Eddie leapt from his bunk, bare feet slapping against concrete. His momentum propelled him into the wall with soldier crunching force and dropped him to his knees. Any pain he might have been experiencing (I’m sure it was plenty) didn’t show as he managed getting on his feet while the room twisted on its access. It was a singularly unnatural sensation to feel the floor move on its own. The ground beneath my feet had betrayed the implicit contract we had operated under my entire life. I was far too unnerved, surprised and terrified to have any reaction other than trying to remain upright. Eddie reacted enough for the both of us.

Stating The Obvious

“Earthquake! Earthquake! Holy . . . holy . . . holy shit!! It’s a . . . it’s . . . earthquake! Earthquake! Earthquake! Earthquake!”

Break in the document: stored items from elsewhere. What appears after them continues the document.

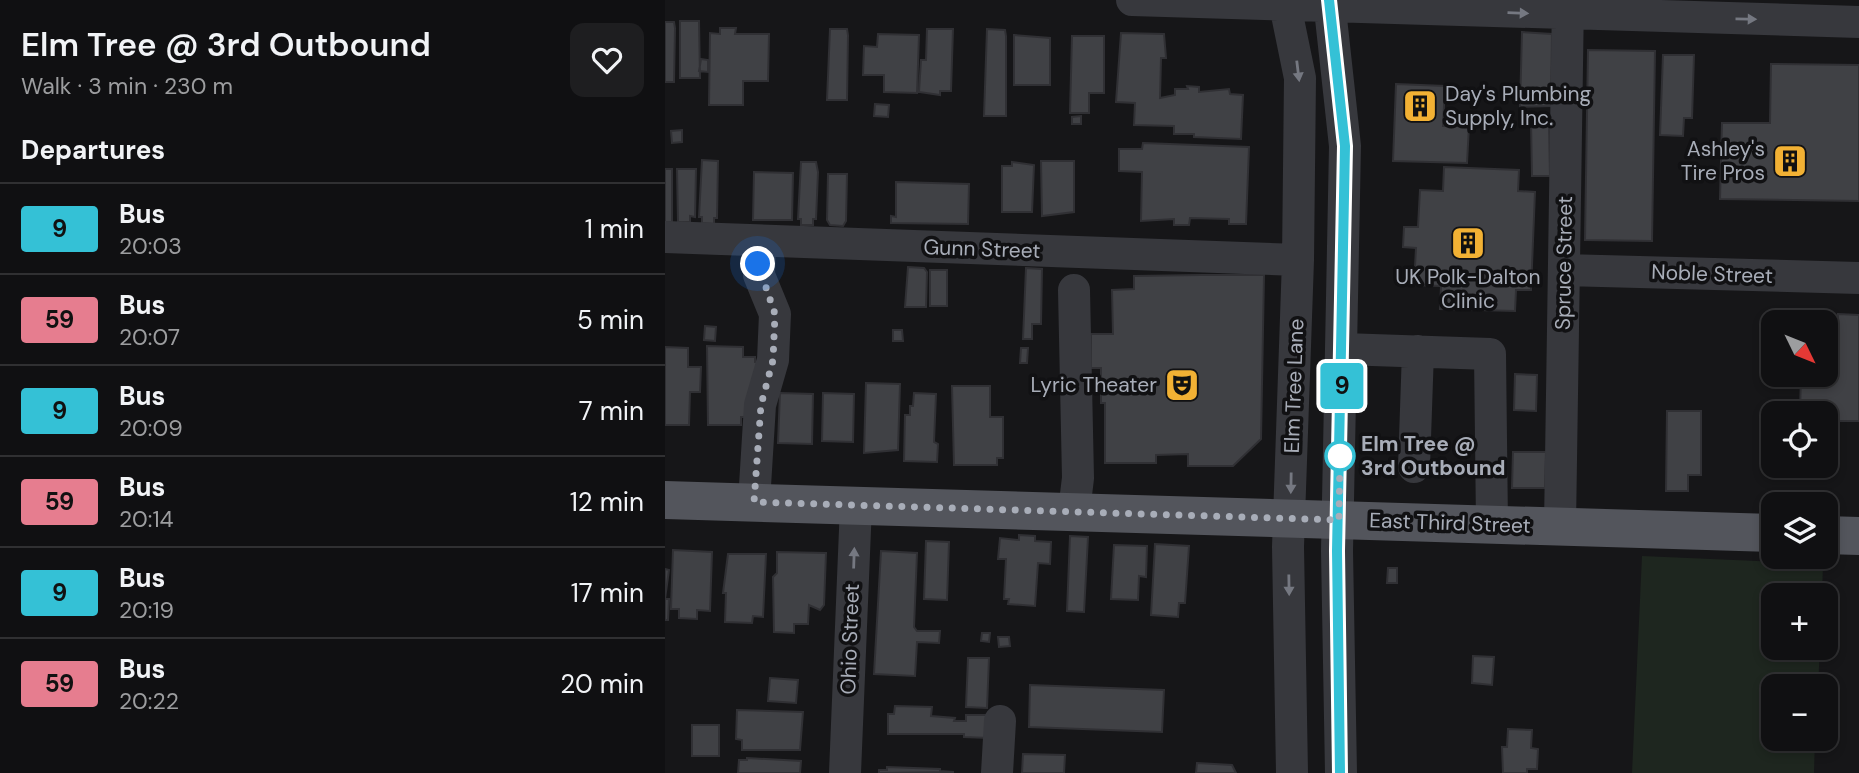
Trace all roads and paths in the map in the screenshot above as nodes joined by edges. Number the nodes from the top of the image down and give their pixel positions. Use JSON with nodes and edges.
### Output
{"nodes":[{"id":1,"x":1132,"y":0,"type":"edge"},
{"id":2,"x":1285,"y":2,"type":"edge"},
{"id":3,"x":1330,"y":3,"type":"edge"},
{"id":4,"x":1568,"y":7,"type":"edge"},
{"id":5,"x":1859,"y":22,"type":"edge"},
{"id":6,"x":665,"y":237,"type":"edge"},
{"id":7,"x":760,"y":241,"type":"junction"},
{"id":8,"x":1299,"y":260,"type":"junction"},
{"id":9,"x":1564,"y":270,"type":"junction"},
{"id":10,"x":1859,"y":278,"type":"edge"},
{"id":11,"x":1074,"y":290,"type":"dead end"},
{"id":12,"x":1343,"y":349,"type":"junction"},
{"id":13,"x":1418,"y":351,"type":"junction"},
{"id":14,"x":1414,"y":467,"type":"dead end"},
{"id":15,"x":665,"y":500,"type":"edge"},
{"id":16,"x":754,"y":502,"type":"junction"},
{"id":17,"x":856,"y":505,"type":"junction"},
{"id":18,"x":1074,"y":511,"type":"junction"},
{"id":19,"x":1290,"y":517,"type":"junction"},
{"id":20,"x":1339,"y":520,"type":"junction"},
{"id":21,"x":1492,"y":524,"type":"junction"},
{"id":22,"x":1560,"y":526,"type":"junction"},
{"id":23,"x":1761,"y":533,"type":"edge"},
{"id":24,"x":1838,"y":535,"type":"edge"},
{"id":25,"x":1859,"y":536,"type":"edge"},
{"id":26,"x":1000,"y":721,"type":"dead end"},
{"id":27,"x":845,"y":773,"type":"edge"},
{"id":28,"x":997,"y":773,"type":"edge"},
{"id":29,"x":1292,"y":773,"type":"edge"},
{"id":30,"x":1341,"y":773,"type":"edge"}],
"edges":[{"from":1,"to":2,"type":"street"},
{"from":2,"to":3,"type":"street"},
{"from":2,"to":8,"type":"street","name":"Elm Tree Lane","one_way":true},
{"from":3,"to":4,"type":"street","one_way":true},
{"from":3,"to":12,"type":"street"},
{"from":4,"to":5,"type":"street","one_way":true},
{"from":4,"to":9,"type":"street","name":"Spruce Street"},
{"from":6,"to":7,"type":"street","name":"Gunn Street"},
{"from":7,"to":8,"type":"street","name":"Gunn Street"},
{"from":7,"to":16,"type":"street"},
{"from":8,"to":19,"type":"street","name":"Elm Tree Lane","one_way":true},
{"from":9,"to":10,"type":"street","name":"Noble Street"},
{"from":9,"to":22,"type":"street","name":"Spruce Street"},
{"from":11,"to":18,"type":"street"},
{"from":12,"to":13,"type":"street"},
{"from":12,"to":20,"type":"street"},
{"from":13,"to":14,"type":"street"},
{"from":13,"to":21,"type":"street"},
{"from":15,"to":16,"type":"main road","name":"East Third Street"},
{"from":16,"to":17,"type":"main road","name":"East Third Street"},
{"from":17,"to":18,"type":"main road","name":"East Third Street"},
{"from":27,"to":17,"type":"street","name":"Ohio Street","one_way":true},
{"from":18,"to":19,"type":"main road","name":"East Third Street"},
{"from":19,"to":20,"type":"main road","name":"East Third Street"},
{"from":19,"to":29,"type":"street","name":"Elm Tree Lane","one_way":true},
{"from":20,"to":21,"type":"main road","name":"East Third Street"},
{"from":20,"to":30,"type":"street"},
{"from":21,"to":22,"type":"main road","name":"East Third Street"},
{"from":22,"to":23,"type":"main road","name":"East Third Street"},
{"from":24,"to":25,"type":"main road"},
{"from":26,"to":28,"type":"street"}]}
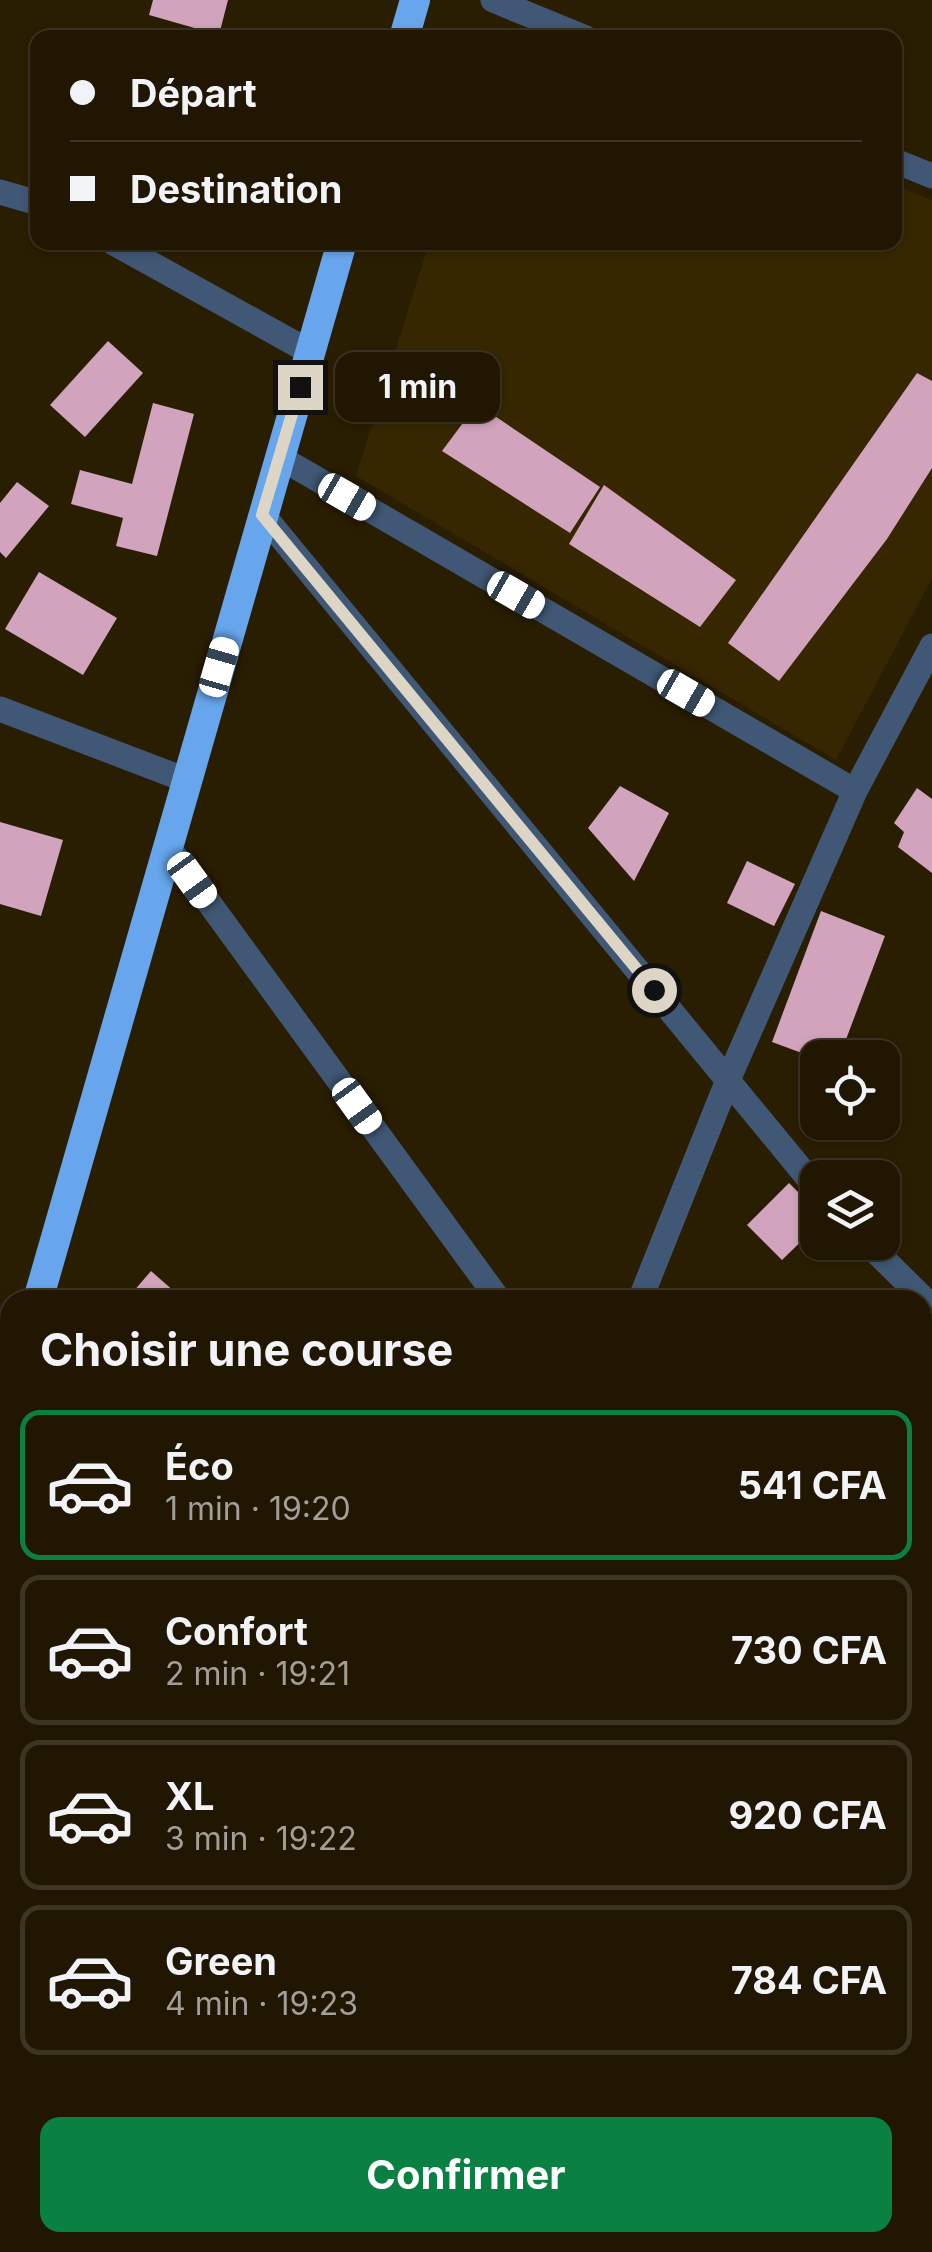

In the frenzy of the moment it carried little humor, but hindsight rendered it hilarious. It was made even funnier and more bizarre because as he screamed at the top of his lungs he was bent over at the waist while his neck craned upward and his hands reached to the heavens in some strange semblance of supplication. When he managed to yell “TV!” I realized he was reaching up to stabilize his TV on the shelf while also attempting to stay low, cowering in the face of the shaking. Then the earth really began to quake.

Helpless

It began as a shiver, escalated to a shake, then became serious. The image of a can of paint being mercilessly rattled comes to mind. The room was no longer merely shaking; it was moving. The frame of the bed tore itself from my hand. The bed was firmly against the wall so there was no where for it to go, but somehow it went. I fell painfully to my knees, the floor seeming so much further down than the length of my legs. I fought the impulse to crumple into the fetal position. If there had been anything remaining in my bladder it would’ve spread across the front of my shorts. Eddie was just screaming, no more words. I don’t know what else he was doing because I was riding out the back and forth whiplash jerking of my world on my hands and knees with my head down and eyes closed.

Aftershocks

When the moving stopped my body still trembled with adrenaline and fright. The whole ordeal had lasted forty-five seconds. It felt like hours as my entire life and perception was altered by this sudden, unexpected violence. Eddie very quickly tried to laugh off the whole thing as one big cosmic joke, but he was more jittery than usual and wasn’t fooling me into believing that he was unaffected. I don’t think he even managed to fool himself into believing it. Any animosity between us, however, had disappeared (if only temporarily) as we became kindred survivors of the ground’s awful betrayal.